[BuildCheck Suggestion]: Flag Process.Start usages

[JanKrivanek]

Summary

Process.Start from within custom task should be flagged and usage of Exec or ToolTask tasks should be suggested.

On Hold (!)

Let's not action upon this yet. Let's first have a sample demonstrative case that'd be breaking the MSBuild server (plus see if it actually isn't already broken with the curent long lived nodes) and only then decide whether we want to restrict it.

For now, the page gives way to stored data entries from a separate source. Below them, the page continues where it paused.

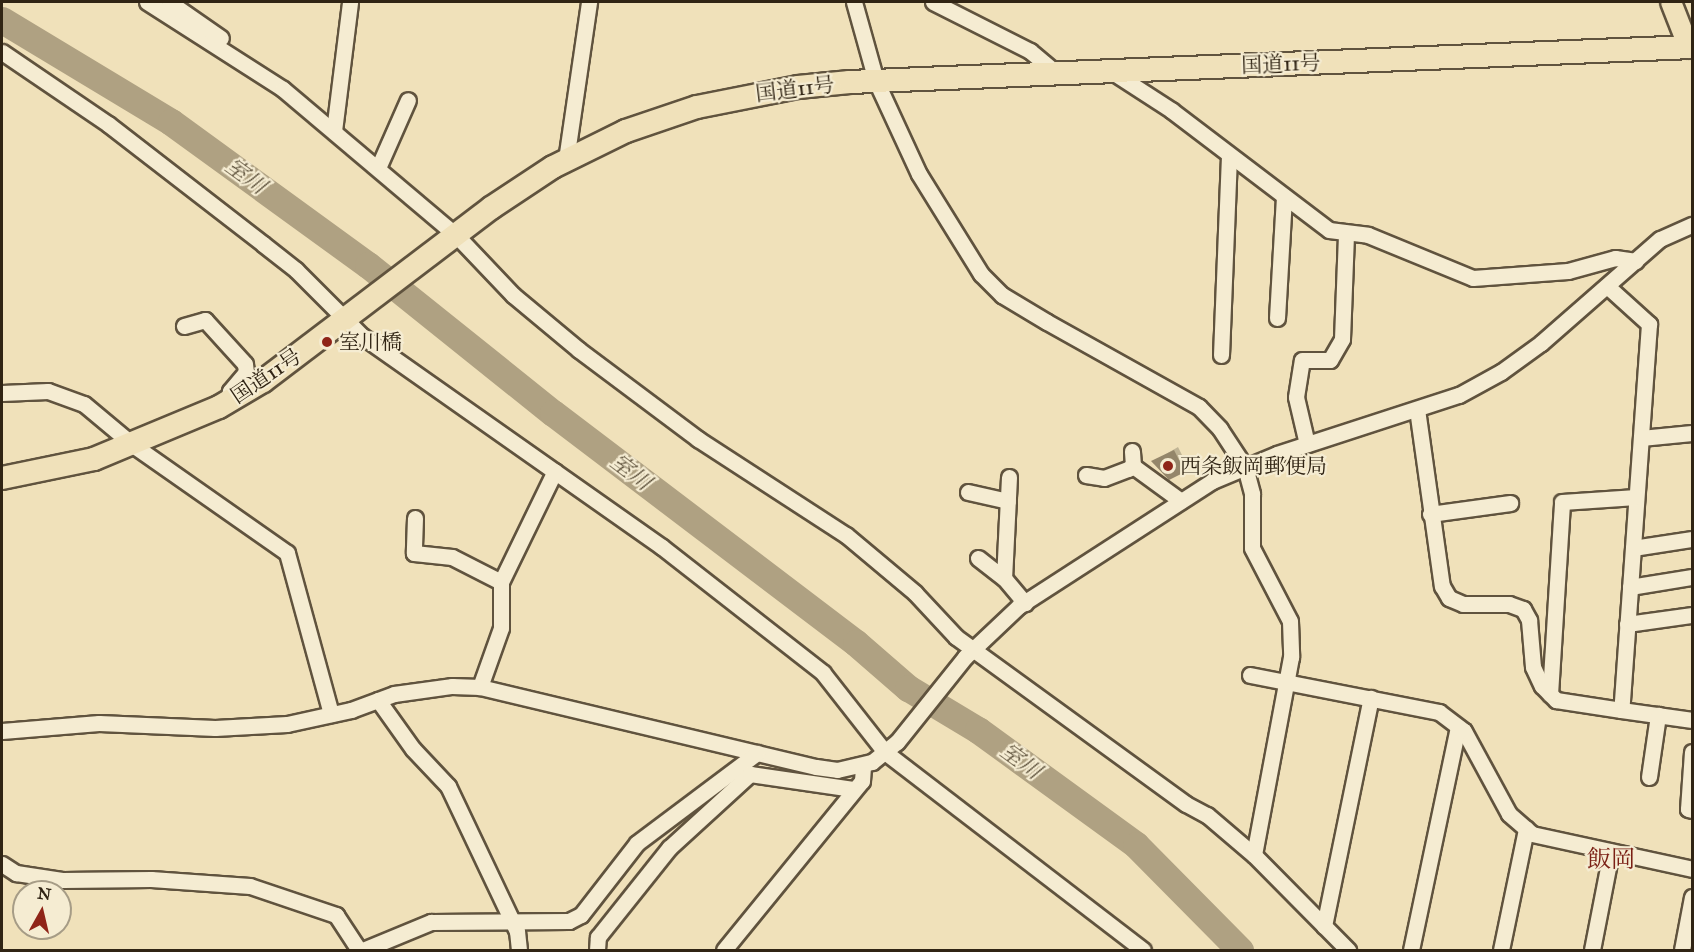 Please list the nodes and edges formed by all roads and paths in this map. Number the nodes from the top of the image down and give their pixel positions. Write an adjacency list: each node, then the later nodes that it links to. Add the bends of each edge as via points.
1 (147, 2): 14 (street)
2 (169, 2): 14 (street, via 309,98)
3 (350, 2): 14 (street)
4 (588, 2): 16 (street)
5 (854, 2): 12 (street)
6 (933, 2): 11 (street, via 1030,51)
7 (1671, 2): 8 (main road)
8 (1691, 47): 10 (highway, 国道11号)
9 (2, 52): 25 (street, via 108,124 271,250)
10 (1111, 71): 11 (highway, 国道11号); 15 (street)
11 (1057, 74): 12 (highway, 国道11号)
12 (876, 81): 16 (highway, 国道11号, via 798,87 697,107 626,131); 35 (street, via 919,174 981,274 1002,295 1199,407 1220,429)
13 (408, 100): 17 (street)
14 (335, 126): 17 (street)
15 (1229, 154): 18 (street); 27 (street)
16 (566, 160): 21 (highway, 国道11号)
17 (378, 168): 21 (street)
18 (1284, 196): 20 (street, via 1329,230); 24 (street)
19 (1692, 225): 22 (street, via 1660,239)
20 (1346, 233): 22 (street, via 1378,238 1473,278 1568,271 1615,258); 33 (street, via 1342,339 1330,360 1302,360 1296,397)
21 (454, 237): 25 (highway, 国道11号); 57 (street, via 513,295 579,350 698,439 846,535 915,593)
22 (1636, 261): 23 (street)
23 (1607, 286): 30 (street, via 1501,372 1459,395); 32 (street, via 1649,324)
24 (1277, 318)
25 (347, 319): 29 (highway, 国道11号, via 263,381); 36 (street)
26 (184, 326): 29 (street, via 205,320 245,364 246,372 230,391)
27 (1221, 355)
28 (2, 393): 34 (street, via 64,394 84,404)
29 (227, 402): 34 (highway, 国道11号)
30 (1417, 409): 33 (street); 45 (street)
31 (1692, 433): 32 (street)
32 (1641, 438): 41 (street)
33 (1307, 444): 35 (street)
34 (133, 445): 39 (highway, 国道11号, via 93,459); 65 (street, via 287,553)
35 (1245, 467): 43 (street); 59 (street, via 1252,494 1252,548 1290,621 1291,657)
36 (555, 471): 52 (street); 70 (street, via 823,673)
37 (1086, 475): 43 (street, via 1104,478 1132,458)
38 (1009, 477): 42 (street)
39 (2, 478)
40 (968, 492): 42 (street)
41 (1636, 497): 48 (street); 61 (street, via 1562,502)
42 (1008, 501): 51 (street)
43 (1181, 501): 54 (street)
44 (1510, 503): 45 (street)
45 (1430, 514): 61 (street, via 1442,586 1449,598 1463,604 1509,604 1523,609 1529,620 1533,667)
46 (415, 518): 52 (street, via 414,553 452,558)
47 (1692, 539): 48 (street)
48 (1633, 548): 53 (street)
49 (978, 558): 51 (street)
50 (1692, 577): 53 (street)
51 (1004, 578): 54 (street)
52 (501, 582): 60 (street, via 501,628)
53 (1630, 587): 56 (street)
54 (1025, 603): 57 (street)
55 (1692, 615): 56 (street)
56 (1627, 624): 64 (street)
57 (970, 653): 70 (street); 79 (street, via 1207,815)
58 (1250, 675): 59 (street)
59 (1286, 681): 62 (street); 79 (street)
60 (480, 687): 63 (street, via 452,686); 72 (street)
61 (1550, 694): 64 (street, via 1556,700)
62 (1371, 698): 68 (street, via 1439,712); 84 (street)
63 (378, 700): 65 (street); 83 (street, via 413,749 448,786)
64 (1621, 710): 66 (street)
65 (331, 714): 69 (street, via 287,724 215,728 99,723)
66 (1658, 715): 67 (street); 74 (street)
67 (1692, 720)
68 (1458, 727): 77 (street, via 1509,814); 91 (street)
69 (2, 731)
70 (891, 747): 73 (street); 89 (street)
71 (1692, 752): 76 (street, via 1688,809)
72 (758, 753): 73 (street, via 837,770); 83 (street, via 637,843 581,915 569,921)
73 (863, 765): 75 (street, via 862,781)
74 (1649, 777)
75 (853, 789): 87 (street, via 750,774 669,848 598,937); 88 (street)
76 (1692, 810)
77 (1526, 829): 78 (street); 92 (street)
78 (1611, 852): 81 (street); 93 (street)
79 (1254, 855): 84 (street)
80 (2, 864): 85 (street, via 16,873 63,880 151,879 250,886 336,915)
81 (1692, 869)
82 (1692, 897): 94 (street)
83 (512, 921): 85 (street, via 431,922); 86 (street)
84 (1324, 926): 90 (street)
85 (361, 951)
86 (519, 951)
87 (597, 951)
88 (724, 951)
89 (1143, 951)
90 (1348, 951)
91 (1411, 951)
92 (1502, 951)
93 (1592, 951)
94 (1682, 951)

Then we might possibly want to resort to compiler analyzer (or banned API) if runtime checks proves complicted

Background and Motivation

Process.Start creates child processes that cannot be easily controlled by MSBuild engine (as opposed to using Exec or ToolTask tasks). This can e.g. lead to issues during MSBuild server adoption (issue with redirecting outputs)

Notes

Possible ways to detect the Process.Start (need to be investigated if doable):

• Injecting reroute function for Process.Start (akin unittest mocking)
• .net profiling API
• Monitor for child process creation (akin child process debugging)

[KalleOlaviNiemitalo]

• Scanning ECMA-355 metadata tables to detect if the task assembly references the Process.Start method
  • Con: could cause a false warning if the reference is in a method that is not called at run time.
• DiagnosticSource notification from Process.Start
  • Con: needs changes in .NET Runtime.
• Operating system features, e.g. JOB_OBJECT_MSG_NEW_PROCESS on Windows
  • Con: needs separate implementations for Windows, Linux, and macOS.
  • Con: needs extra logic to not warn about child processes started by a process that was started by Exec or ToolTask.

[baronfel]

IMO v1 of this would be to rely on the BannedAPIAnalyzer, right? That seems like the lowest effort-to-reward ratio.

[rainersigwald]

I don't understand what the concern is with Process.Start -- can you elaborate a bit more?

Detecting this at runtime seems basically impossible.